Notre Dame vs. USC. The ears of any college football fan perk up at the sound of this phrase. It’s one of the greatest rivalries in college football. Traditionally, the game takes place on the second or third week of October at Notre Dame stadium or on the Saturday following Thanksgiving at the Los Angeles Memorial Coliseum. The two teams met for the 90th time this year, and currently, Notre Dame is leading the series 47-36-5.
While the origin of the rivalry is not known for sure, one possible explanation comes from a conversation in 1926 between Knute Rockne's wife, Bonnie, and the USC athletic director Gwynn Wilson’s wife, Marion. At the time, USC was searching for a national rival. They had sent Wilson and his wife to Lincoln, Nebraska around Thanksgiving, when Notre Dame was scheduled to play against Nebraska. While the Wilsons were unable to persuade Rockne to form a rivalry series against USC (Rockne was concerned about the long travel required for such series to take place), Marion eventually convinced Bonnie that a biennial trip to sunny southern California would be more pleasant than dealing with the cold, snowy weather in Nebraska during Thanksgiving. Bonnie discussed the benefits of the trip with her husband, and on Dec. 4, 1926, the rivalry between Notre Dame and USC became official.
Another possible origin comes from Rockne’s relationship with Iowa’s football coach Howard Jones. After Notre Dame’s championship season in 1924, Rockne was offered the opportunity to take over USC’s football program. Although Rockne turned down the offer, he did not hesitate to spread the news about such an opportunity to the Notre Dame administration in order to earn a raise and strengthen his reputation. Rockne then recommended Howard Jones to the USC football program, which proved beneficial for USC. After all, the Trojans needed someone to replace the previous coach, “Gloomy Gus” Stevenson.
Notre Dame and USC had their first football game in 1926, where the Irish beat the Trojans 13-12. For Rockne, it was “the greatest game that he ever saw.” The next year they faced each other at Chicago’s Soldier Field, where the Irish won 7-6. Roughly 120,000 people came to watch them play, the largest audience in NCAA history. Since then, the two teams have faced each other annually, pausing only during World War II. Other noteworthy elements of the series consist of Notre Dame's "Decade of Dominance" from 1983 to 1995 and USC's dominance from 2002 to 2009.

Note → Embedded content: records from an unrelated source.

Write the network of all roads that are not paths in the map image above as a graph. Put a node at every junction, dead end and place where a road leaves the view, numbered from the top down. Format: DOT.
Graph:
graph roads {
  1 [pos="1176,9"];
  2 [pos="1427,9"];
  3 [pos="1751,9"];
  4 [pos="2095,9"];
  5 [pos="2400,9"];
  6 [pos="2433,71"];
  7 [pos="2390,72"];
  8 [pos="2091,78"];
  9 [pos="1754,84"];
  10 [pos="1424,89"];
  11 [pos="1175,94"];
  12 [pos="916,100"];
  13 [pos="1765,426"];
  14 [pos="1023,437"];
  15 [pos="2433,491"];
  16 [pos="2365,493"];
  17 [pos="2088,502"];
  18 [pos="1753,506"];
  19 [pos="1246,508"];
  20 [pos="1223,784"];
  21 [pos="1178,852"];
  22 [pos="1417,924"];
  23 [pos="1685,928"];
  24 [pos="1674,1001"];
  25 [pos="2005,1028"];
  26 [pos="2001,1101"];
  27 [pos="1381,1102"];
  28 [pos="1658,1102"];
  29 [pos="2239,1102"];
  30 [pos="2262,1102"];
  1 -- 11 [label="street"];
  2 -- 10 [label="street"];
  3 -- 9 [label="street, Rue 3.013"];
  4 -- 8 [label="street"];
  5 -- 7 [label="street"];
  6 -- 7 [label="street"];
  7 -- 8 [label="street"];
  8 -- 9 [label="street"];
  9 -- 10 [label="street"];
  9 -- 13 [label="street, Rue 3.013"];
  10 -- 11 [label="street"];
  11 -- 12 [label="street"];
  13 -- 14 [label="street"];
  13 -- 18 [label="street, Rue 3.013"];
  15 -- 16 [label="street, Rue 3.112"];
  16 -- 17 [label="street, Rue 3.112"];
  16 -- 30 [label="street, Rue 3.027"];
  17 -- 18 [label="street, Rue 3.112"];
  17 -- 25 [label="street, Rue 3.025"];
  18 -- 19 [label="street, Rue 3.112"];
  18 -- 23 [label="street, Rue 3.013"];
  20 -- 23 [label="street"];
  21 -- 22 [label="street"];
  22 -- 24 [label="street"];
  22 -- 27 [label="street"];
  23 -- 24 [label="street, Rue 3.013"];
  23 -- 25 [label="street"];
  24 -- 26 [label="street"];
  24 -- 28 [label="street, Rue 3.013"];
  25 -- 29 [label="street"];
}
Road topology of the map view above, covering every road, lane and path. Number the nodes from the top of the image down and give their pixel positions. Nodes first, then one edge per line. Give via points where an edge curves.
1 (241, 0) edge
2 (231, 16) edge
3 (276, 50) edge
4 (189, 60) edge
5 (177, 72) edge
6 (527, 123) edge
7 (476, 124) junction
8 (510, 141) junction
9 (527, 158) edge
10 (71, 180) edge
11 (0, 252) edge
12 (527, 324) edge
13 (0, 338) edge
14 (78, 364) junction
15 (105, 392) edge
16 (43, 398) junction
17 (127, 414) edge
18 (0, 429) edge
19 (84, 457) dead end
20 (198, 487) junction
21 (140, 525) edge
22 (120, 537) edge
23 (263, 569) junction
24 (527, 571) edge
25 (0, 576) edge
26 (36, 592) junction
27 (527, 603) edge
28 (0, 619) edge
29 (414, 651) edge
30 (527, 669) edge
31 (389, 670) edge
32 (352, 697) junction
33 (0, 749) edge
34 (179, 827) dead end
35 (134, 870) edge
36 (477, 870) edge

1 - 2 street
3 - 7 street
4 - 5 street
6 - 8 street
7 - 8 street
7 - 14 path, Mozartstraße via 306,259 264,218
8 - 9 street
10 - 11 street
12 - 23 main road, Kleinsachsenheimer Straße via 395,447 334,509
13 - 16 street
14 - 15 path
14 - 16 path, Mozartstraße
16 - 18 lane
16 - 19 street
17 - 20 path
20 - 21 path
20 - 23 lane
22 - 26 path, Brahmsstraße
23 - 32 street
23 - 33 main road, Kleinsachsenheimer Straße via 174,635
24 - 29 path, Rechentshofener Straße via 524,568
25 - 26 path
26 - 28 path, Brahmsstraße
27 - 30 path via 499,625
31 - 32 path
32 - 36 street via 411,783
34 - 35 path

The two teams fight for the Jeweled Shillelagh Trophy as well as for bragging rights and school pride. The Shillelagh is an Irish club composed of Ireland’s oak or blackthorn saplings. In 1952, the trophy was introduced in order to commemorate the series’ first game after it was donated by the Notre Dame Alumni Club of Los Angeles. For every Notre Dame victory, a detailed emerald-studded shamrock is added to the trophy, while a ruby-adorned Trojan head is added after every USC victory. For games that ended in a tie, a combined Trojan head and shamrock medallion was used. Although the original trophy (now displayed at Notre Dame permanently) has been retired since 1995, a second shillelagh is currently on the move between USC and Notre Dame, depending on who claims the victory for a given year.
Overall, the rivalry is packed with dramatic events, emotional moments and stories of glory. Although the two teams are over a thousand miles away from each other for the majority of the football season, the excitement that their fans share is unmatched once the teams’ linemen are only centimeters away from each other. With Notre Dame and USC both currently recruiting at a high level, the rivalry will likely only grow more exciting and popular in coming years.